So, some professionalism from the Downing Street organisers: jolly good. It was a staged event in an Olympic hall allowing the Prime Minister and his Deputy to reaffirm their vows in a casual setting with young apprentices in the background to dress the set. Young people are important. They are the future, you know.

The vows went off easily and amiably. I do, I do. We did and it was right. "David is a good friend and close colleague," Clegg said in answer to a hack's question.

"David Laws," the PM said, to clarify the remark and to make us laugh. He's considerate like that.

News desks of all the national press had viewed it as a comic event and the attendant sketch writers outnumbered the media proletariat from the TV stations.

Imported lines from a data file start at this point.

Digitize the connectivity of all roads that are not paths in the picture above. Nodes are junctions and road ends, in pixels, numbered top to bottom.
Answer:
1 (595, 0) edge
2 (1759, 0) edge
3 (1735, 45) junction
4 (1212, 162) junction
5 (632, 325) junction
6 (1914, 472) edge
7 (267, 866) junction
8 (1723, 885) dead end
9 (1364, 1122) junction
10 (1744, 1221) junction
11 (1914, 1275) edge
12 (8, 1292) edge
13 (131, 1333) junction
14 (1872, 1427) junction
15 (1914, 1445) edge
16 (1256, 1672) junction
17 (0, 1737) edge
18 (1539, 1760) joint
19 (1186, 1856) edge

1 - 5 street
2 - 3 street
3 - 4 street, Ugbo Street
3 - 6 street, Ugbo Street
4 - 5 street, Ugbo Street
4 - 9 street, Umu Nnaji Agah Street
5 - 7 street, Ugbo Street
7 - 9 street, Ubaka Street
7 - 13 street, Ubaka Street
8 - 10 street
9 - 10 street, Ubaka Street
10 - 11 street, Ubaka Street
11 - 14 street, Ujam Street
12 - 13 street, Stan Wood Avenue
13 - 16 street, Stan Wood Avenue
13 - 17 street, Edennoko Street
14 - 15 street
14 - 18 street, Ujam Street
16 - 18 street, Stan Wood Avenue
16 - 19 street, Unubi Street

Early promise fizzled out as we drove through the crapopolis of a major modern construction project. This really is the future. It looks like the eastern provinces of China. Low-rise light-industry units, car parks, chain-link fences and vast Maoist signs saying Be Considerate – Be Safe – Be Healthy – Be Proud. It's the new Olympic spirit.

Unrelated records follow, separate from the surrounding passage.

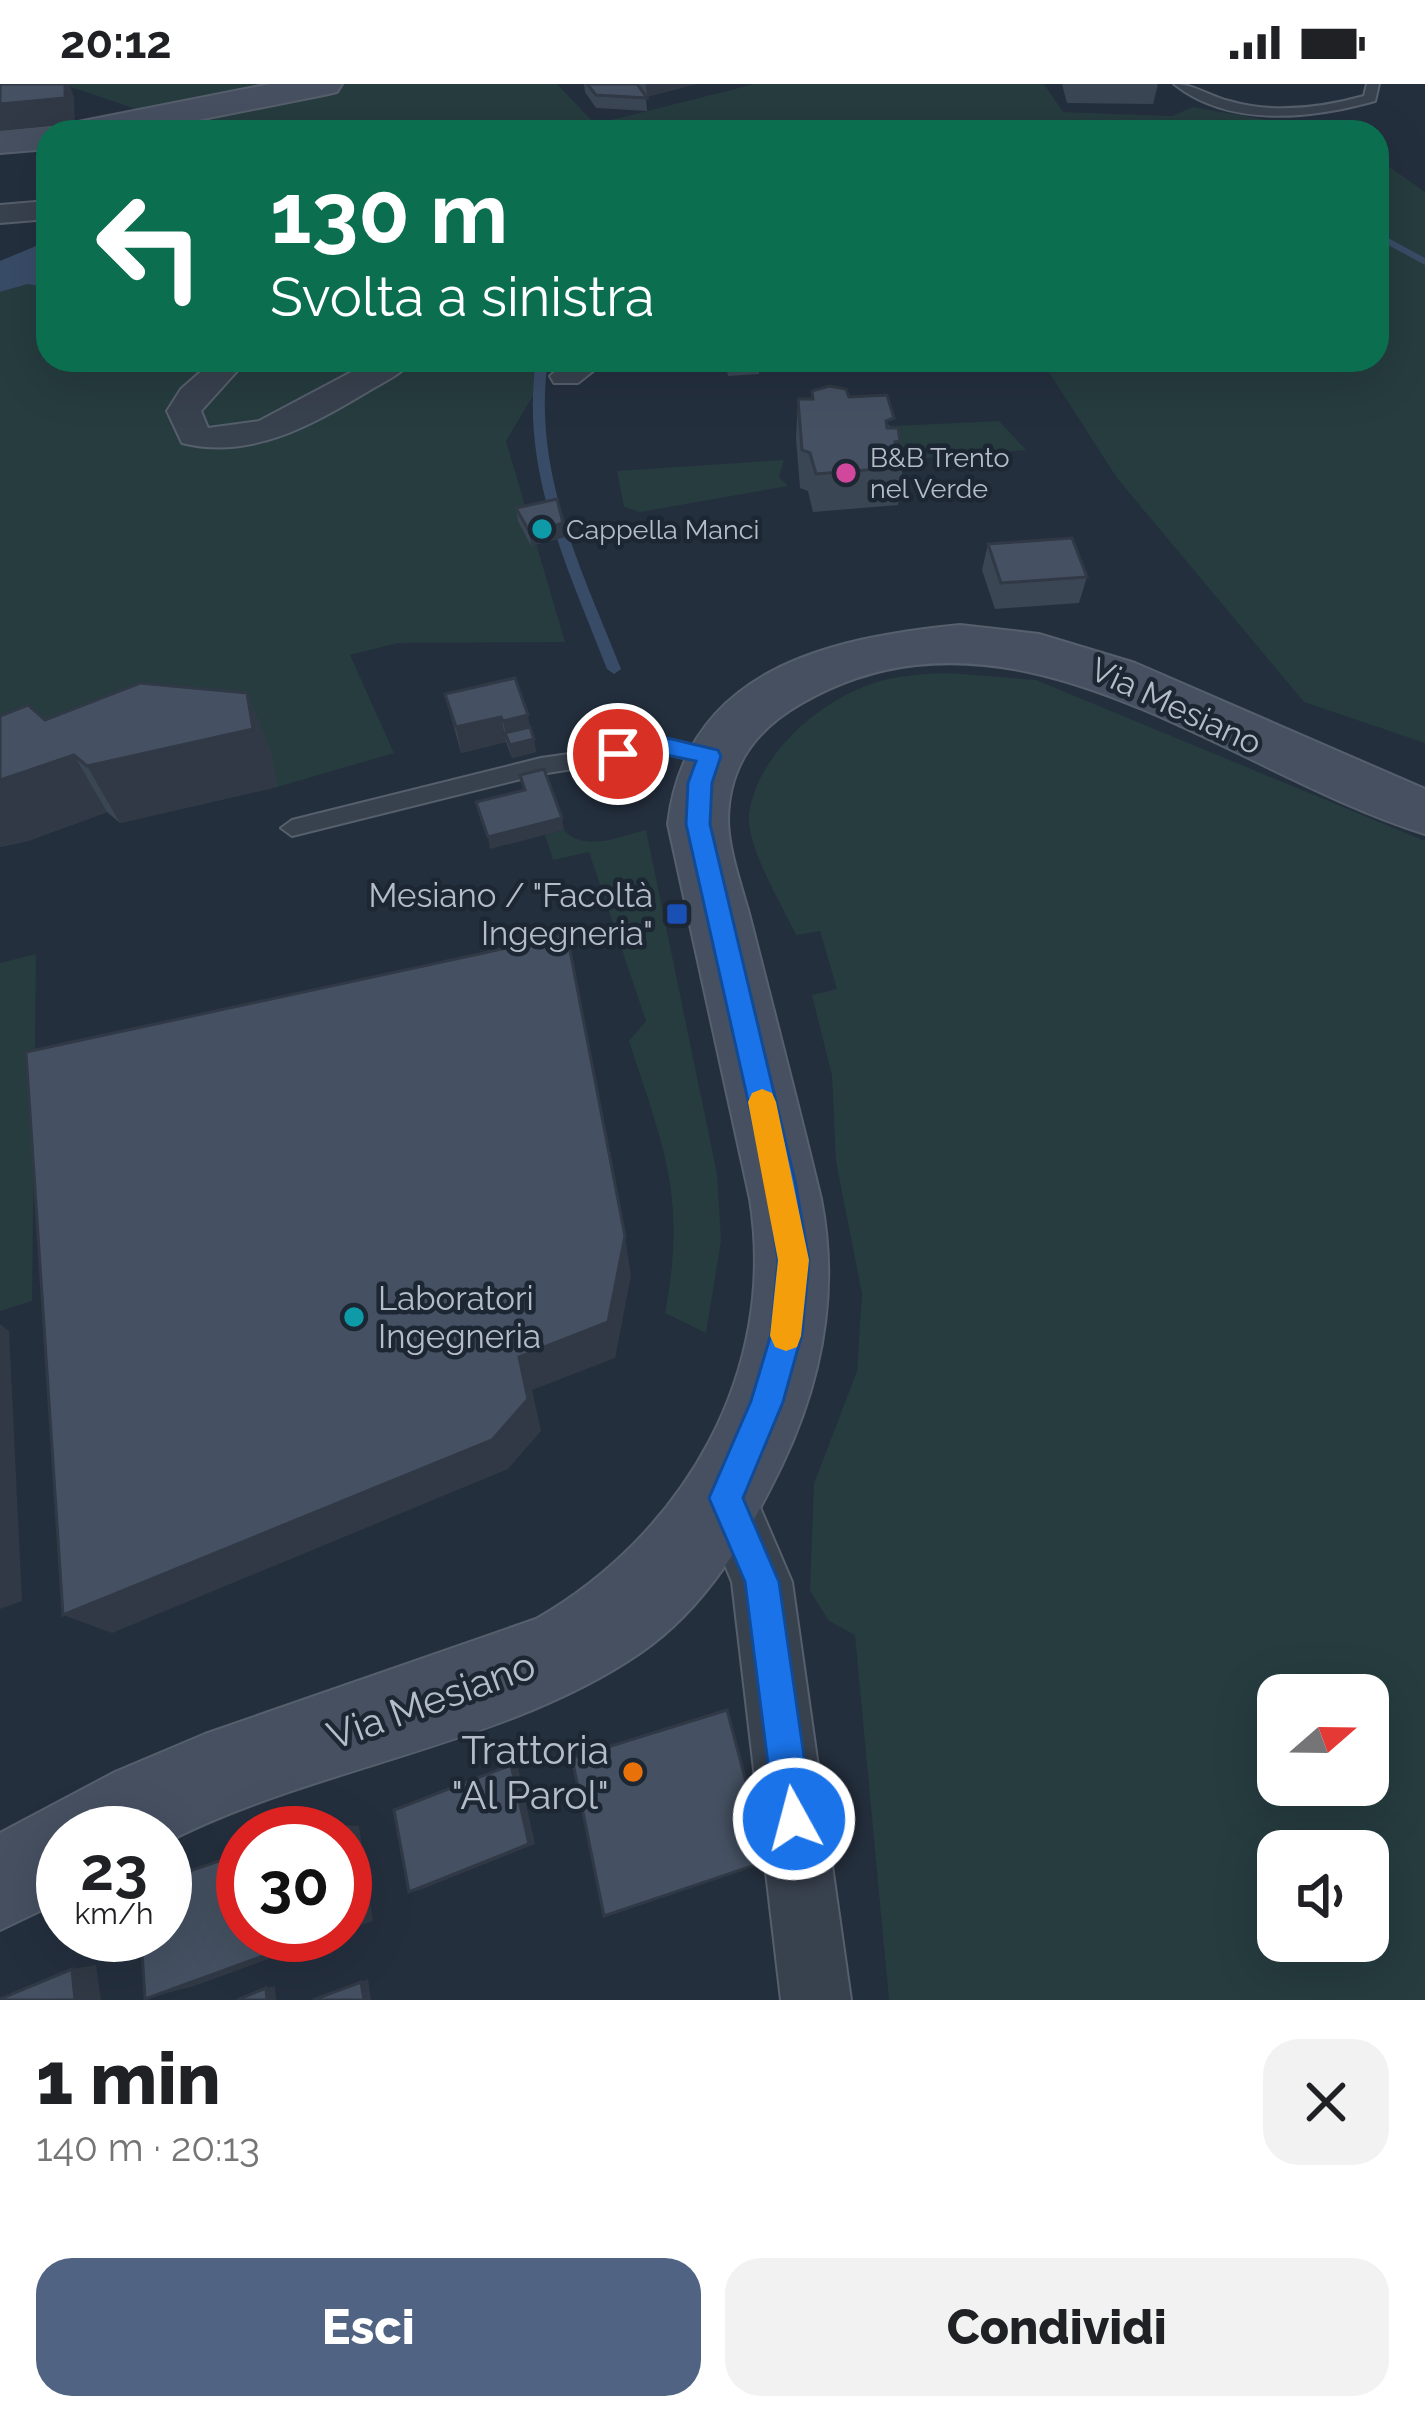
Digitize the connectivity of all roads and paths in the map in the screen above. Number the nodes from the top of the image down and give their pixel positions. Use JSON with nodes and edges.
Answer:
{"nodes":[{"id":1,"x":325,"y":84,"type":"edge"},
{"id":2,"x":1180,"y":84,"type":"edge"},
{"id":3,"x":1373,"y":84,"type":"edge"},
{"id":4,"x":144,"y":120,"type":"edge"},
{"id":5,"x":36,"y":139,"type":"edge"},
{"id":6,"x":0,"y":142,"type":"edge"},
{"id":7,"x":36,"y":211,"type":"edge"},
{"id":8,"x":0,"y":214,"type":"edge"},
{"id":9,"x":222,"y":372,"type":"edge"},
{"id":10,"x":375,"y":372,"type":"edge"},
{"id":11,"x":710,"y":756,"type":"junction"},
{"id":12,"x":1425,"y":812,"type":"edge"},
{"id":13,"x":292,"y":828,"type":"dead end"},
{"id":14,"x":726,"y":1498,"type":"junction"},
{"id":15,"x":149,"y":1806,"type":"edge"},
{"id":16,"x":36,"y":1864,"type":"edge"},
{"id":17,"x":0,"y":1884,"type":"edge"},
{"id":18,"x":816,"y":2000,"type":"edge"}],
"edges":[{"from":1,"to":4,"type":"main road"},
{"from":2,"to":3,"type":"lane"},
{"from":5,"to":6,"type":"main road"},
{"from":7,"to":8,"type":"street"},
{"from":9,"to":10,"type":"street"},
{"from":11,"to":12,"type":"main road","name":"Via Mesiano"},
{"from":11,"to":13,"type":"lane"},
{"from":11,"to":14,"type":"main road","name":"Via Mesiano"},
{"from":14,"to":15,"type":"main road","name":"Via Mesiano"},
{"from":14,"to":18,"type":"street"},
{"from":16,"to":17,"type":"main road"}]}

This is the future our youth is supposed to be building but, for reasons no one has fully itemised, aren't. Neither of our leaders said anything very hard-edged about this, though they were sympathetic. A young person without a job was "a tragedy". And not having replies to their job applications did "knock the stuffing" out of young people. But sympathy is not a solution, and if you'd been reading the reports you'll know that most of the Olympic jobs have gone to migrant workers.

While we were all scoffing at Norman Tebbit for his brutal advice, two million eastern Europeans had biked across the Channel and into the British labour market. How's that going to work in future? Any ideas? Anyone?

PS: A minister and former shadow home secretary had been forced to come. He didn't have a car any more and had to travel by the Tube – and not just with sketch writers. I wonder whether we're carrying the humiliation of MPs too far.